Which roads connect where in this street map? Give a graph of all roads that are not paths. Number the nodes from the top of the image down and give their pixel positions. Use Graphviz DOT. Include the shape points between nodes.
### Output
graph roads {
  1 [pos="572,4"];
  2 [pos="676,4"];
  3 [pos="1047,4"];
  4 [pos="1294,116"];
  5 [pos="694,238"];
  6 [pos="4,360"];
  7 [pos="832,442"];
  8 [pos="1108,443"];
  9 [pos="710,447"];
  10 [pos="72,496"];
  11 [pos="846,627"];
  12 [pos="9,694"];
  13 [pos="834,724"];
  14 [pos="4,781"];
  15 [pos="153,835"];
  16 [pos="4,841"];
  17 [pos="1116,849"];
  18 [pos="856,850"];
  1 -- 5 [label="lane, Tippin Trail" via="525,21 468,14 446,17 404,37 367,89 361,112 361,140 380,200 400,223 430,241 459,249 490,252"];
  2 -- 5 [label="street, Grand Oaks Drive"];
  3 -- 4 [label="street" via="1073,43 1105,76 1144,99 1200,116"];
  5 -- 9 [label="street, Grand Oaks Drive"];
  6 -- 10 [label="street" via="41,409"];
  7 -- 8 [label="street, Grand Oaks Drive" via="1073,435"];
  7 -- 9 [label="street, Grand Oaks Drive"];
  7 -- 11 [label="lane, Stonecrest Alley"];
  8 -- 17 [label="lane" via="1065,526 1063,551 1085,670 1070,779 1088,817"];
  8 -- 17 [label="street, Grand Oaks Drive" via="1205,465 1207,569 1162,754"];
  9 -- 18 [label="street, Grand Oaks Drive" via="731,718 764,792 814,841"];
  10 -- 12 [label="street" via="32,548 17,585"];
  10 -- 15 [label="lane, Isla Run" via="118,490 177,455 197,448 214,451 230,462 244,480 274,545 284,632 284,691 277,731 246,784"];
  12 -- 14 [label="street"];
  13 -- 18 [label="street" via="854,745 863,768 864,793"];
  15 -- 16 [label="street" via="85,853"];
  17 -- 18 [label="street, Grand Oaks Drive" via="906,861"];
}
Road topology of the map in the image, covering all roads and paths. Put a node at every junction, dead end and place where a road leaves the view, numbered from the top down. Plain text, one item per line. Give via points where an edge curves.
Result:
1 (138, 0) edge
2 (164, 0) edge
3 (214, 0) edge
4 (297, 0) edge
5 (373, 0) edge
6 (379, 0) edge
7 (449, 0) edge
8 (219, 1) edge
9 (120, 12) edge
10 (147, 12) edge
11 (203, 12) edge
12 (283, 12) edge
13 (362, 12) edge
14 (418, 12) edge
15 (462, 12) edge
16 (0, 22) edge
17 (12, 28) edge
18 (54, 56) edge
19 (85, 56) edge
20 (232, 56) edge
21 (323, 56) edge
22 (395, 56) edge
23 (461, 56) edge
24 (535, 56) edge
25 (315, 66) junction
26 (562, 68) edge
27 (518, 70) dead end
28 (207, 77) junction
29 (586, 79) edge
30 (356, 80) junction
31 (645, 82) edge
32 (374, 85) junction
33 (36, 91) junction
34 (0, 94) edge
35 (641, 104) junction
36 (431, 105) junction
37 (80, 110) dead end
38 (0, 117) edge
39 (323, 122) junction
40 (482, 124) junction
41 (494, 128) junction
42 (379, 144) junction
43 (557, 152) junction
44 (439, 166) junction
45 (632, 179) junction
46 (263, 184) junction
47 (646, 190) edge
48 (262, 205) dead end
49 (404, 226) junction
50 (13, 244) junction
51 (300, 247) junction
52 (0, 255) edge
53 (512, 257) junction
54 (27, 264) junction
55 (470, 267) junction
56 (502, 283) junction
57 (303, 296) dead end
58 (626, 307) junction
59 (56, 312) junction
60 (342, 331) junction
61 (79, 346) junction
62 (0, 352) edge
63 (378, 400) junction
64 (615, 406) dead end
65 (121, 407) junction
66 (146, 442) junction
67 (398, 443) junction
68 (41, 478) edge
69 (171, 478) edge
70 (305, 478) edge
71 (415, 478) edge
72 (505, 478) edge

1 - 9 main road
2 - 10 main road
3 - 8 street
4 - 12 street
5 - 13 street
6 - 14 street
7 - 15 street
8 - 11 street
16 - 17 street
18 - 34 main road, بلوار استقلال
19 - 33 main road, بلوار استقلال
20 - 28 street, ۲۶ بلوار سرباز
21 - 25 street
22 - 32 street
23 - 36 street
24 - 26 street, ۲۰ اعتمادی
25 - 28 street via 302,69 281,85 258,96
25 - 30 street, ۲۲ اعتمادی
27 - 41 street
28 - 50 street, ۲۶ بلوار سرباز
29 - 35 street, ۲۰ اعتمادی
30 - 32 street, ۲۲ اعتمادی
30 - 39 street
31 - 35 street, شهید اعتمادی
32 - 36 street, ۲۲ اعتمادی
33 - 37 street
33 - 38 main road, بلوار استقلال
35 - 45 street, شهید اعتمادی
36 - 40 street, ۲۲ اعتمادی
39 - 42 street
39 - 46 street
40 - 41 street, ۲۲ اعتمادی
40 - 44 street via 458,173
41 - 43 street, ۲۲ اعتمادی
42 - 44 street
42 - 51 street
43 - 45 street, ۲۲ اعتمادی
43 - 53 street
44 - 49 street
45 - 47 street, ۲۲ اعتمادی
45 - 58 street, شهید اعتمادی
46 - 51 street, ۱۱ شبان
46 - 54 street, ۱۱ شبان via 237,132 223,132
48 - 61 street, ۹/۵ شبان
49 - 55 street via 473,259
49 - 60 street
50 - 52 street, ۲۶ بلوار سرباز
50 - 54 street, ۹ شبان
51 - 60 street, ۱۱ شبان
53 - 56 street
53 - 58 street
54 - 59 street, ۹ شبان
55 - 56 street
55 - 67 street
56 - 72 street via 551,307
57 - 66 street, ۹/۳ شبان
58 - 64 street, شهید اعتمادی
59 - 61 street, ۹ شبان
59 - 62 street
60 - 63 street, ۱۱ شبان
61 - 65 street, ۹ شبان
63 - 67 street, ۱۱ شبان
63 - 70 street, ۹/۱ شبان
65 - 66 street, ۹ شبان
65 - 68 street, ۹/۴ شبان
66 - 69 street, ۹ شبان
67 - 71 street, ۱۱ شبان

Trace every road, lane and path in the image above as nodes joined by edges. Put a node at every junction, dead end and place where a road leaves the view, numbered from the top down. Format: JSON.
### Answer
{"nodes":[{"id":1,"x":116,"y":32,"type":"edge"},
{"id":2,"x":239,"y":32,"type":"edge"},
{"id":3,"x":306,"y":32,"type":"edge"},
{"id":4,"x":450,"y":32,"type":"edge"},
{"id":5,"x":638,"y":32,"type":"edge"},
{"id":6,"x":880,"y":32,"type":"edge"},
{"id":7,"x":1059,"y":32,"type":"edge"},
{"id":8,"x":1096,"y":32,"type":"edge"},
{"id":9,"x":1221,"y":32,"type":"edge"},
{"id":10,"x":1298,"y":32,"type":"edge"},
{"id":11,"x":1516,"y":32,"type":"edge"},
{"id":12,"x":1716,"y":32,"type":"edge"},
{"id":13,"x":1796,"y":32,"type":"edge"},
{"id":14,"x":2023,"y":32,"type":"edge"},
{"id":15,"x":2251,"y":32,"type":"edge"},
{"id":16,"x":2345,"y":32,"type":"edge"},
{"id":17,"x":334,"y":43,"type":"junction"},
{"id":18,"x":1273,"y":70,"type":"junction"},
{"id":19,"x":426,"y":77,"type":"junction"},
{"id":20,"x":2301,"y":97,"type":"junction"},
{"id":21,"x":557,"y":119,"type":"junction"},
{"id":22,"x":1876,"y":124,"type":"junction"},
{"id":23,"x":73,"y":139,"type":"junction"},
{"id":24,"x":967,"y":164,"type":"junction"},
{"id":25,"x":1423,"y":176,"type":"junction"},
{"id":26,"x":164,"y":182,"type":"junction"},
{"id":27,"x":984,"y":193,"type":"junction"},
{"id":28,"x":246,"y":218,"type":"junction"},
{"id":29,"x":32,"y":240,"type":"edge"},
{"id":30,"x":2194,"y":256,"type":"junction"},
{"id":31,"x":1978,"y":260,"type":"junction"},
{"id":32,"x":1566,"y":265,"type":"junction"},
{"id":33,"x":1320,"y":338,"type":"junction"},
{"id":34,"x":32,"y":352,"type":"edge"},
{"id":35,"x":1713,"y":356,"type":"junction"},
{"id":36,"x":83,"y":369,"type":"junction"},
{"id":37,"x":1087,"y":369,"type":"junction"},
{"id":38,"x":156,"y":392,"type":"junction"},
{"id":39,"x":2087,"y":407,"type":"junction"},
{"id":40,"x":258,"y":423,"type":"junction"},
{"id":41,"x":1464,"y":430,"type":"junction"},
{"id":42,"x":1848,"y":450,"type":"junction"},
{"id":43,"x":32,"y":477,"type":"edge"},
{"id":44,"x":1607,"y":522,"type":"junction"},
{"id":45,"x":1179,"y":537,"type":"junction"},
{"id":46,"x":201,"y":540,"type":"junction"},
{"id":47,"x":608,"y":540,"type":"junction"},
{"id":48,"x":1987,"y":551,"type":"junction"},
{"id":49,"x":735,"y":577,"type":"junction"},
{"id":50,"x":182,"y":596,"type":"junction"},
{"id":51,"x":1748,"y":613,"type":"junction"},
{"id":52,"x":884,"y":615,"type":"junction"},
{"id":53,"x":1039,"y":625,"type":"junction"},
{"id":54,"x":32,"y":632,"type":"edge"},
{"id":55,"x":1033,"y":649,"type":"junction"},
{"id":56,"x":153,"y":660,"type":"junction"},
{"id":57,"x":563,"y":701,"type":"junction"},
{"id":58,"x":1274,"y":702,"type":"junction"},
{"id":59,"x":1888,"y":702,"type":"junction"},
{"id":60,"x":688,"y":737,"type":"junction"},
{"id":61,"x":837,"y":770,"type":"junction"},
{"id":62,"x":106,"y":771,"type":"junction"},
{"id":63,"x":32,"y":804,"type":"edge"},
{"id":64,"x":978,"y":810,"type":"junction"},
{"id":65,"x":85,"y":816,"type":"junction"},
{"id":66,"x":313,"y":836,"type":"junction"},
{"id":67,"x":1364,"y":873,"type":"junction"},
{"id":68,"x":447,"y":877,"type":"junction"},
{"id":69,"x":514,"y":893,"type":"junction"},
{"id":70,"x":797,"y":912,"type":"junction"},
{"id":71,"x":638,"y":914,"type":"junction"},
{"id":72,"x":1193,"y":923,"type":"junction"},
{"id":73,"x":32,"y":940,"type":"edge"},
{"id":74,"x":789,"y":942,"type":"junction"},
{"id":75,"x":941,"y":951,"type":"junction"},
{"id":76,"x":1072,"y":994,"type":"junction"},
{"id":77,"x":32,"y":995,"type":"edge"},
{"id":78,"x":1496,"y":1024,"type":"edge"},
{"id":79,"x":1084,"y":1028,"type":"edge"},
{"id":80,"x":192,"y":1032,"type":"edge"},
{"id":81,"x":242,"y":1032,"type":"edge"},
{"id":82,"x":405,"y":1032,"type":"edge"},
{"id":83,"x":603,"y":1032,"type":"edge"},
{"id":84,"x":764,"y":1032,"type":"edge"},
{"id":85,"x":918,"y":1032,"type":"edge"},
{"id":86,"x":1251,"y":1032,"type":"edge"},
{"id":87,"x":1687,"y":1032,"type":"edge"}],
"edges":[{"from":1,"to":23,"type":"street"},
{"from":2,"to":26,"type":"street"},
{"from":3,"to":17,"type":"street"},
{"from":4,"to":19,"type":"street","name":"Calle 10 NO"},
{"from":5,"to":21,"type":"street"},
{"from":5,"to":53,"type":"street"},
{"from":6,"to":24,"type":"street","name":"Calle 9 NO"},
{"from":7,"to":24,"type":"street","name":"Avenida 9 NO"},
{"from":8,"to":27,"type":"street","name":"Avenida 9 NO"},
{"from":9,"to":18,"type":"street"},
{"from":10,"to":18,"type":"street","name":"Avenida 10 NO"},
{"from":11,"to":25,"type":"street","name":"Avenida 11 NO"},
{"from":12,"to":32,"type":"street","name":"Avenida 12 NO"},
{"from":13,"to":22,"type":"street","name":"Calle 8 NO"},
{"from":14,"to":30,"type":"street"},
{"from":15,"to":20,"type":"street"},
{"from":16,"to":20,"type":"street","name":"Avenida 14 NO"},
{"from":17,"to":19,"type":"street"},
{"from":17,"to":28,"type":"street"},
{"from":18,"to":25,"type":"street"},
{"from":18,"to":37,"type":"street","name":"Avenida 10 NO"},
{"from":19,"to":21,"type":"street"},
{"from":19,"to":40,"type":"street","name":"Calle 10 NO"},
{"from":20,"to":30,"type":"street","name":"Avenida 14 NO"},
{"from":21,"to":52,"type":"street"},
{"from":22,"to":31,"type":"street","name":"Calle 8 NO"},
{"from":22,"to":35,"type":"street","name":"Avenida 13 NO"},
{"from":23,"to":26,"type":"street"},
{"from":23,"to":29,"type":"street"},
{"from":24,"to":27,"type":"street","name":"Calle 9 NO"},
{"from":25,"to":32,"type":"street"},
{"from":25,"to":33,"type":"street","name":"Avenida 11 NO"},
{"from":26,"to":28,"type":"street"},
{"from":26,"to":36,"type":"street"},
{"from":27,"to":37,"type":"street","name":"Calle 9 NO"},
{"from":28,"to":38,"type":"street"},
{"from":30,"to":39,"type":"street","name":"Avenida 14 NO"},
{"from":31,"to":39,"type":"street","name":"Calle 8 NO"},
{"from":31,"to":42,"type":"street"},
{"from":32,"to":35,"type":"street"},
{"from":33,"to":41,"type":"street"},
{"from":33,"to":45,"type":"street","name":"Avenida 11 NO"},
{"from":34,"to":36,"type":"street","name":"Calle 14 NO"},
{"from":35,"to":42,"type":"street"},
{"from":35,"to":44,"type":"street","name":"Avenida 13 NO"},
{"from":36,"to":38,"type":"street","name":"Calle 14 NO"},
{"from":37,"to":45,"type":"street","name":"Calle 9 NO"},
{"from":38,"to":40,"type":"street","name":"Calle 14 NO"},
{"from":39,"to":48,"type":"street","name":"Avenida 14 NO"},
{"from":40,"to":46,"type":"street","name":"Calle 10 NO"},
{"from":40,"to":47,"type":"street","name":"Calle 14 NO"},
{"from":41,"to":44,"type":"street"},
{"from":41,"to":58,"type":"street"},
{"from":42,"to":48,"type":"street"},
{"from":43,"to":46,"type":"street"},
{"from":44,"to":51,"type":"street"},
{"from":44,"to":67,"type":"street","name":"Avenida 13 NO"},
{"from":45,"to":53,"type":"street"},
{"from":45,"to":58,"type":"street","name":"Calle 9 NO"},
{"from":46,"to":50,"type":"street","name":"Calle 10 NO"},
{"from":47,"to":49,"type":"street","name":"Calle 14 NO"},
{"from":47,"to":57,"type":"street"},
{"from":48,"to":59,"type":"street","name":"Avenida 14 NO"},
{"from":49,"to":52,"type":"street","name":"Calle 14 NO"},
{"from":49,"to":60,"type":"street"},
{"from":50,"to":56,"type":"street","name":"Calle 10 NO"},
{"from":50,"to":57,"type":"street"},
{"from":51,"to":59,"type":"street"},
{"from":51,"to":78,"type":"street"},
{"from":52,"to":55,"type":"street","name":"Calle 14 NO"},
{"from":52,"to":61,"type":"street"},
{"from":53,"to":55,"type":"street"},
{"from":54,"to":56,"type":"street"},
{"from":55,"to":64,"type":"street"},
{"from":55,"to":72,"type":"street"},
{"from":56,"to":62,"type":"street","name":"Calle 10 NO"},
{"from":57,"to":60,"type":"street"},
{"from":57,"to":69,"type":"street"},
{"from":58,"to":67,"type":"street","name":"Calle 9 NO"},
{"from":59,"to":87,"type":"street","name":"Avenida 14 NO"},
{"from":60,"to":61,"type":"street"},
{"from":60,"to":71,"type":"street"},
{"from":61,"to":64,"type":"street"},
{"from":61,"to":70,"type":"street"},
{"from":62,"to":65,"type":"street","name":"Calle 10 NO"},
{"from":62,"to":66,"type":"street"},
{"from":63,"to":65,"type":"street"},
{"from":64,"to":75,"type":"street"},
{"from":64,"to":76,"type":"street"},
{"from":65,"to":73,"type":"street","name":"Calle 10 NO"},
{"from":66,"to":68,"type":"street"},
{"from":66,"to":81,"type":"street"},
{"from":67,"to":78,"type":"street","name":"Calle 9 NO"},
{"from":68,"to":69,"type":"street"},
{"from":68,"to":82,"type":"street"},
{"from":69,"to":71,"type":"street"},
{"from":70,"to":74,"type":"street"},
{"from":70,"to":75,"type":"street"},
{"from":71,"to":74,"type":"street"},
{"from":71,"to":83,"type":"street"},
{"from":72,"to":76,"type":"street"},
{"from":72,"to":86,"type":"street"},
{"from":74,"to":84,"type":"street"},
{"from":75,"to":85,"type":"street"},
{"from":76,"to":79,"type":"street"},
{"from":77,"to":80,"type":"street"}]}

+++

In the records above, find each line with the string "بلوار" and list it.

▶ **ANSWER BOX**
18 - 34 main road, بلوار استقلال
19 - 33 main road, بلوار استقلال
20 - 28 street, ۲۶ بلوار سرباز
28 - 50 street, ۲۶ بلوار سرباز
33 - 38 main road, بلوار استقلال
50 - 52 street, ۲۶ بلوار سرباز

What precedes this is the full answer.